Given that the density of the gas at STP is 1.977 g/dm³, we can calculate the molar mass using the following steps:

Step 1: Convert the density to moles per liter (dm³ to L):
1 dm³ = 1 L

Density in g/L = Density in g/dm³

Density in g/L = 1.977 g/dm³ = 1.977 g/L

Step 2: Calculate the number of moles (n) using the ideal gas law equation:

PV = nRT

n = PV / RT

n = (1 atm) x (1 L) / (0.0821 L·atm/mol·K x 273 K)

n = 0.0449 mol

Step 3: Calculate the molar mass (MM) using the formula:

MM = mass / moles

MM = 1.977 g / 0.0449 mol

MM ≈ 44.05 g/mol

Therefore, the molecular mass of the gas is approximately 44.05 g/mol.

2) Determining the density at 77°C and 0.95 atm:
To find the density at a different temperature and pressure, we can apply the ideal gas law equation again.

T = 77°C = 77 + 273 = 350 K
P = 0.95 atm

Step 1: Calculate the number of moles (n) using the ideal gas law equation:

n = PV / RT

n = (0.95 atm) x (1 L) / (0.0821 L·atm/mol·K x 350 K)

n = 0.0402 mol

Step 2: Calculate the density using the formula:

Density = mass / Volume

Mass = n x MM (using the previously calculated molecular mass of 44.05 g/mol)

Mass = 0.0402 mol x 44.05 g/mol

Mass = 1.757 g

Density = mass / Volume

Density = 1.757 g / 1 L

Density = 1.757 g/L

Therefore, the density of the gas at 77°C and 0.95 atm pressure is approximately 1.757 g/L.

3) Determining the atomic mass of X:
The molecular formula of the gas is XO2. From the formula, we can see that the gas consists of one atom of X and two atoms of oxygen (O2).

The molar mass of XO2 is twice the atomic mass of X plus the molar mass of oxygen (O2). From the previously calculated molar mass of the gas (44.05 g/mol), we know that:

MM = 44.05 g/mol

Molar mass of XO2 = 44.05 g/mol

2 x atomic mass of X + molar mass of O2 = 44.05 g/mol

Using the atomic mass of oxygen (O) as 16 g/mol, we can rearrange and solve for the atomic mass of X:

2 x atomic mass of X + 32 g/mol = 44.05 g/mol

2 x atomic mass of X = 44.05 g/mol - 32 g/mol

2 x atomic mass of X = 12.05 g/mol

Atomic mass of X = 12.05 g/mol / 2

Atomic mass of X ≈ 6.025 g/mol

Therefore, the atomic mass of X is approximately 6.025 g/mol.

To answer the given questions, we need to use the Ideal Gas Law equation: PV = nRT, where P is the pressure, V is the volume, n is the number of moles, R is the ideal gas constant, and T is the temperature.

(a) To find the molecular mass of the gas, we need to calculate the molar mass.
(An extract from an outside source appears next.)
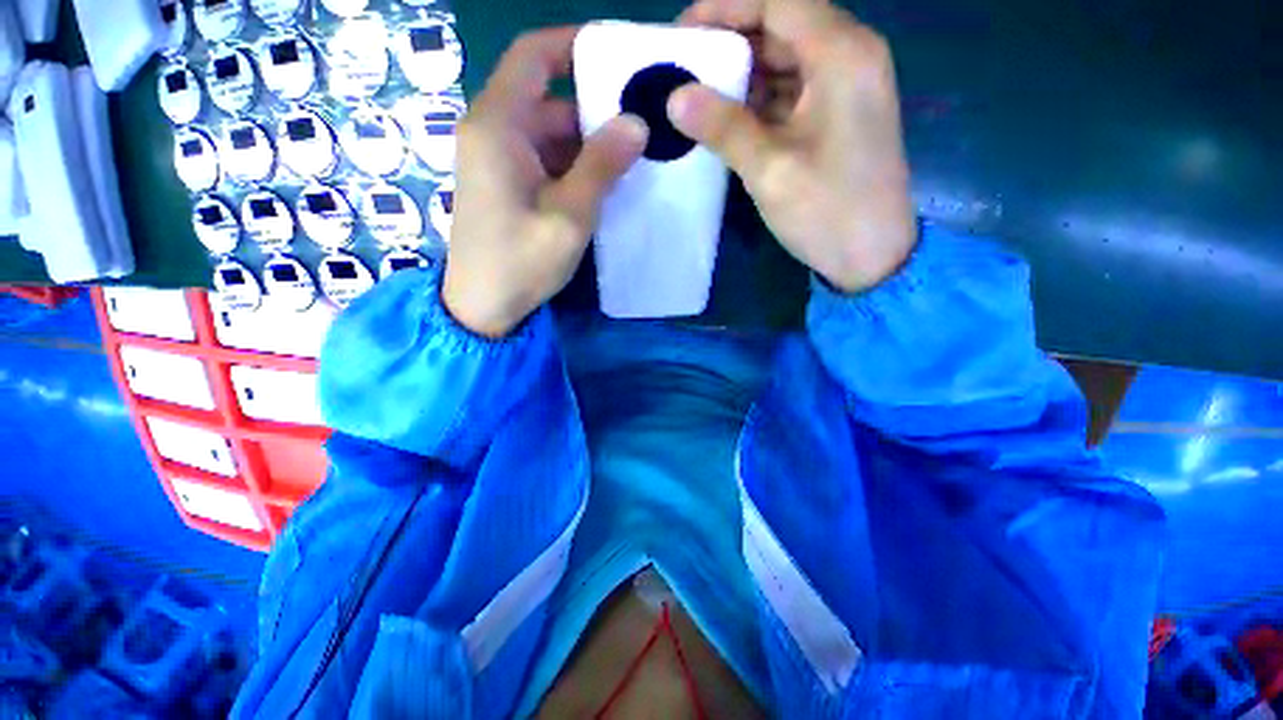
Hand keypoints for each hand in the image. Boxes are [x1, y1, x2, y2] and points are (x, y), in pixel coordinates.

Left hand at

Given the density of the gas at STP, which is 1.977 g/dm³, we can assume that 1 dm³ of the gas would contain a mass of 1.977 grams.

Now we need to convert the mass to moles using the molar mass of the gas. The molar mass of any substance is the mass of one mole of that substance. Let's assume that our gas is represented by the symbol "G" for now.

Using the equation:
moles = mass / molar mass

We substitute the known values:
1.977 g = 1 mole / molar mass

Rearranging the equation:
molar mass = 1 mole / 1.977 g

Thus, the molecular mass of the gas is equal to 1 divided by 1.977, which is approximately 0.506 g/mol.
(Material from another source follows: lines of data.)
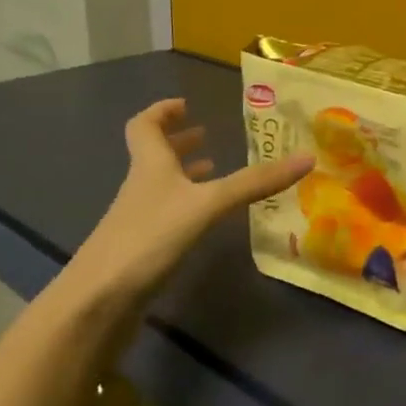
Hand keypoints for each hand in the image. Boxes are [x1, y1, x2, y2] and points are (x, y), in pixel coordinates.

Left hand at [66, 97, 311, 300]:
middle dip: (178, 142)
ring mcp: (138, 219)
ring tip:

(b) To find the density of the gas at 77°C and 0.95 atm pressure, we need to apply the Ideal Gas Law equation.

First, we need to convert the given temperature from Celsius to Kelvin:
T(K) = T(°C) + 273.15
T(K) = 77 + 273.15
T(K) = 350.15 K

Now, plug the values into the Ideal Gas Law equation:
PV = nRT

Since we are interested in the density, we can rewrite the equation as follows:
P = (n/V) * RT

We know that the pressure (P) is given as 0.95 atm. The volume (V) is not provided, so we cannot calculate the density directly from the given information. We would need either the volume or the number of moles to proceed.
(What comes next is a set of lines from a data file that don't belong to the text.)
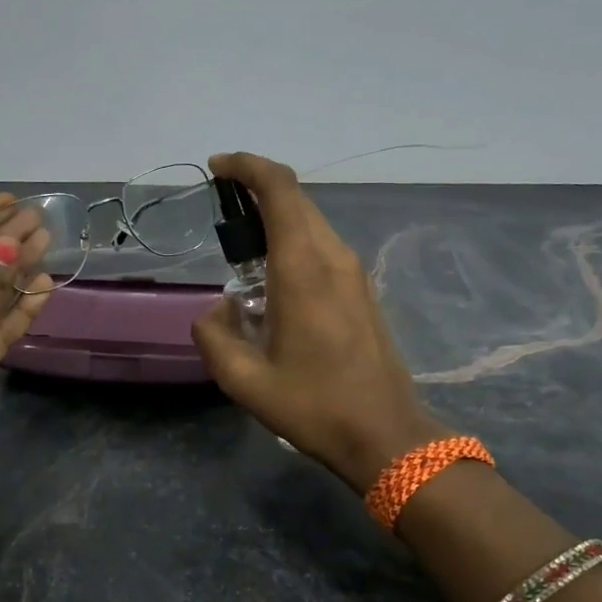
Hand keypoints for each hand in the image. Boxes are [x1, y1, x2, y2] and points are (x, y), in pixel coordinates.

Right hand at [191, 152, 445, 493]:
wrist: (386, 435)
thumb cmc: (314, 406)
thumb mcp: (244, 381)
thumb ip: (214, 336)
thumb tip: (215, 310)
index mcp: (303, 269)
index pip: (280, 189)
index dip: (247, 166)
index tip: (217, 168)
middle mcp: (333, 258)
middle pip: (297, 199)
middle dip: (257, 188)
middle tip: (222, 207)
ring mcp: (354, 273)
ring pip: (312, 221)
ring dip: (276, 217)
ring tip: (242, 244)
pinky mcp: (363, 291)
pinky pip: (323, 246)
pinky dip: (294, 240)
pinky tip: (273, 276)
(c) If the gas is an oxide with the formula XO2, we can determine the atomic mass of "X" by comparing the molar mass calculated in part (a) with the molar mass of XO2. By subtracting the molar mass of O2 (the molecular mass of oxygen, which is 32 g/mol) from the molar mass of XO2, we can find the atomic mass of X.

Molar mass of XO2 = molar mass of X + molar mass of O2

Substituting the values:
0.506 g/mol = (molar mass of X) + 32 g/mol

Rearranging the equation:
molar mass of X = 0.506 g/mol - 32 g/mol

Thus, the atomic mass of X is equal to -31.494 g/mol. Please note that this result is negative, indicating a mistake in the calculations or the given information. Double-checking the calculations is recommended.